Condensed Unpredictability

We consider the task of deriving a key with high HILL entropy from an unpredictable source. Previous to this work, the only known way to transform unpredictability into a key that was $\eps$ indistinguishable from having min-entropy was via pseudorandomness, for example by Goldreich-Levin (GL) hardcore bits. This approach has the inherent limitation that from a source with $k$ bits of unpredictability entropy one can derive a key of length (and thus HILL entropy) at most $k-2\log(1/ε)$ bits. In many settings, e.g. when dealing with biometric data, such a $2\log(1/ε)$ bit entropy loss in not an option.
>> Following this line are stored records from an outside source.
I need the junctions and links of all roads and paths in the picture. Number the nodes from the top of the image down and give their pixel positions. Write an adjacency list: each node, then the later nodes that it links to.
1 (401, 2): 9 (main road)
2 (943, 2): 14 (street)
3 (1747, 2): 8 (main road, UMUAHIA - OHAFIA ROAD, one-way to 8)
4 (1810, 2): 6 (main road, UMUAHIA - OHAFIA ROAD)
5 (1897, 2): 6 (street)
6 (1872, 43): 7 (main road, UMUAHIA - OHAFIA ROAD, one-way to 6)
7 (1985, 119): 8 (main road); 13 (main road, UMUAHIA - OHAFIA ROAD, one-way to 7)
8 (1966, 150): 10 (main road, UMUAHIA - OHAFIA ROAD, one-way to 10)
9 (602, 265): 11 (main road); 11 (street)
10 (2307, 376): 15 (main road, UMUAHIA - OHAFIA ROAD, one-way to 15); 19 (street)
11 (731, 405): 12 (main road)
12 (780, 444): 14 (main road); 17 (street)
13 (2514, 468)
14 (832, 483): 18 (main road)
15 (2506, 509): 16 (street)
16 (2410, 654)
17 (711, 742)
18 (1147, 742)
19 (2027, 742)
Our main technical contribution is a theorem that states that in the high entropy regime, unpredictability implies HILL entropy. The loss in circuit size in this argument is exponential in the entropy gap $d$. To overcome the above restriction, we investigate if it's possible to first "condense" unpredictability entropy and make the entropy gap small. We show that any source with $k$ bits of unpredictability can be condensed into a source of length $k$ with $k-3$ bits of unpredictability entropy. Our condenser simply "abuses" the GL construction and derives a $k$ bit key from a source with $k$ bits of unpredicatibily. The original GL theorem implies nothing when extracting that many bits, but we show that in this regime, GL still behaves like a "condenser" for unpredictability. This result comes with two caveats (1) the loss in circuit size is exponential in $k$ and (2) we require that the source we start with has \emph{no} HILL entropy (equivalently, one can efficiently check if a guess is correct). We leave it as an intriguing open problem to overcome these restrictions or to prove they're inherent.